Additive manufacturing is a manufacturing technology that is gaining more and more ground among metallurgists. The process involves all the techniques used to create 3D-metal objects from a digital design.
The production of three-dimensional solid objects using AM technology is different from traditional subtractive manufacturing, which uses a block of solid material from which excess pieces are removed to produce the desired shapes.
Metal additive manufacturing, on the other hand, adds material, step-by-step, until the required object is obtained.
Some reasons to approach these new technologies include:
The costs of 3D printers are falling, thanks to the remarkable advances made in technology.
The geometric limits imposed by subtractive manufacturing no longer exist.
It is possible to create multiple versions of the same product, without varying the cost of production.
A drastic reduction of processing waste is obtained.
The notable increase in the world of metal additive manufacturing of the use of methods such as the Metal Injection Molding (MIM), the Binder Jetting (BJ) and the Fused Deposition Modeling (FDM), prompted TAV VACUUM FURNACES to design and install a vacuum furnace for thermal debinding in its Research and Development laboratory in order to experiment the best solutions for this delicate post-production phase.
What is thermal debinding in metal additive manufacturing?
Additive manufacturing cannot ignore the process of post-printing thermal debinding.
The printing of the samples is carried out thanks to the extrusion of a mixture of metal powder and polymer until the desired shape and size is obtained.
Polymers, also called the binder, consist of a mixture of organic compounds of different types and quantities, with different melting points.
Thermal debinding has the purpose of separating the polymers from the metal powder, thus obtaining a sample to be sintered.
Simply put, the treatment of debinding consists of the complete evaporation of the binder to deprive the metal sample of any organic compound, leaving it intact for the next vacuum sintering.
How to debind after metal 3D printing
The debinding plant of the TAV VACUUM FURNACES R&D laboratory is able to remove the polymer and condense it into specific traps, avoiding contamination of the thermal chamber and samples in the subsequent processing stages.
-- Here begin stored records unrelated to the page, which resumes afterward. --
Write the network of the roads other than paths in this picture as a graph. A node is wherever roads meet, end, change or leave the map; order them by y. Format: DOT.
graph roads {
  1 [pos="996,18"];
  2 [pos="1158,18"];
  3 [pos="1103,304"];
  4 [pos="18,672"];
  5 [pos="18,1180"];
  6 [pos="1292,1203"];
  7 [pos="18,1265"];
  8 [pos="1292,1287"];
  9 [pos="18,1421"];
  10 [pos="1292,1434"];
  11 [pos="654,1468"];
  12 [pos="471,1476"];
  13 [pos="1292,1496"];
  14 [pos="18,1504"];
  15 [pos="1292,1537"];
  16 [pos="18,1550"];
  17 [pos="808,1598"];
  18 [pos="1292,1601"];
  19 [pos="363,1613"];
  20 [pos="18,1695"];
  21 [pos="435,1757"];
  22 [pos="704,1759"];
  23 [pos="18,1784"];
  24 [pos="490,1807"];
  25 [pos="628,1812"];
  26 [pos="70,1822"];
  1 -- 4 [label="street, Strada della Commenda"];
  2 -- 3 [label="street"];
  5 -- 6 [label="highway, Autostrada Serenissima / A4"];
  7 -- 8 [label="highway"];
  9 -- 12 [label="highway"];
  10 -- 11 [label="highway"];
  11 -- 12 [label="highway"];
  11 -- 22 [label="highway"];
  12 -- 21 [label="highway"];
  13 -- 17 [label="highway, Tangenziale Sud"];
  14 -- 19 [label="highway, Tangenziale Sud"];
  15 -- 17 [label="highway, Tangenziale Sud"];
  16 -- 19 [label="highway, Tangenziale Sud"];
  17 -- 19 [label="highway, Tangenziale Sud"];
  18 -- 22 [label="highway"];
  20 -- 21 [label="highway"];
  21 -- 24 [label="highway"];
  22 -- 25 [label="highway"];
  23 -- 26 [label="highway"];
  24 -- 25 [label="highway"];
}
The laboratory debinding furnace is therefore equipped with different technical features capable of satisfying the requirements of the additive manufacturing world.
The heating system
The heating system, which plays a fundamental role in the debinding process, is based on the following components:
• Armored resistors: They constitute the heating system, interposing in the insulation between the furnace and the thermal chamber.
• Control thermocouples: They regulate the process and are placed both in the furnace and in the thermal chamber in order to reach the specified temperature with a high degree of precision.
The working temperatures in the debinding phase are in the range between 70°C and 450°C, corresponding to the melting temperatures of the various organic compounds.
An essential role in debinding is the presence of inert gas.
Gases act as a carrier of the degrading components, avoiding oxidation and reduction phenomena on the metal surface of the sample.
The furnace is designed for debinding of different materials with different gases. They include:
- For stainless steels and Inconel, nitrogen is used.
- For titanium alloys (like Ti-6Al-4V), the use of argon is possible.
During the thermal cycle, it is essential to ensure a homogeneous distribution of the gas carrier in the thermal chamber in order to ensure the homogeneous removal of polymers from the sample.
In particular, TAV VACUUM FURNACES has installed a convection impeller able to make the gas flow inside its vacuum furnace uniform.
How to avoid contamination during debinding
In the polymer degradation step, the evaporated binder can condense as a liquid or as a powder.
For this reason, TAV VACUUM FURNACES designed and installed containers able to collect the degradation products of the debinding.
The collection, located in specific storage systems, allows a specific removal of the stearate, excluding contamination of the thermal chamber and the samples themselves.
The ideal solution is to install a storage tank and a trap in series, all supported by an efficient cooling system:
The storage tank is used for the collection of stearate, which condenses on the cold walls in the liquid phase. In case of excessive accumulation of post process binder in the tank, the tank can be disassembled and cleaned.
The degradation products in solid form are instead concentrated in one special trap. The trap consists of water-cooled copper coils surrounded by metal straw. In addition, there are steel grids with gradually finer meshes from bottom to top able to filter the decomposed binder with increasing efficiency.
The cooling system of the furnace is equipped with an impeller present in the area below the system. The cooling impeller has the purpose of sucking air from the outside and transferring it to the furnace, avoiding contact with the thermal chamber.
The growing pervasiveness of additive manufacturing both at a technological and commercial level, has led TAV VACUUM FURNACES to face and support this technology with increasingly specific systems for debinding and sintering.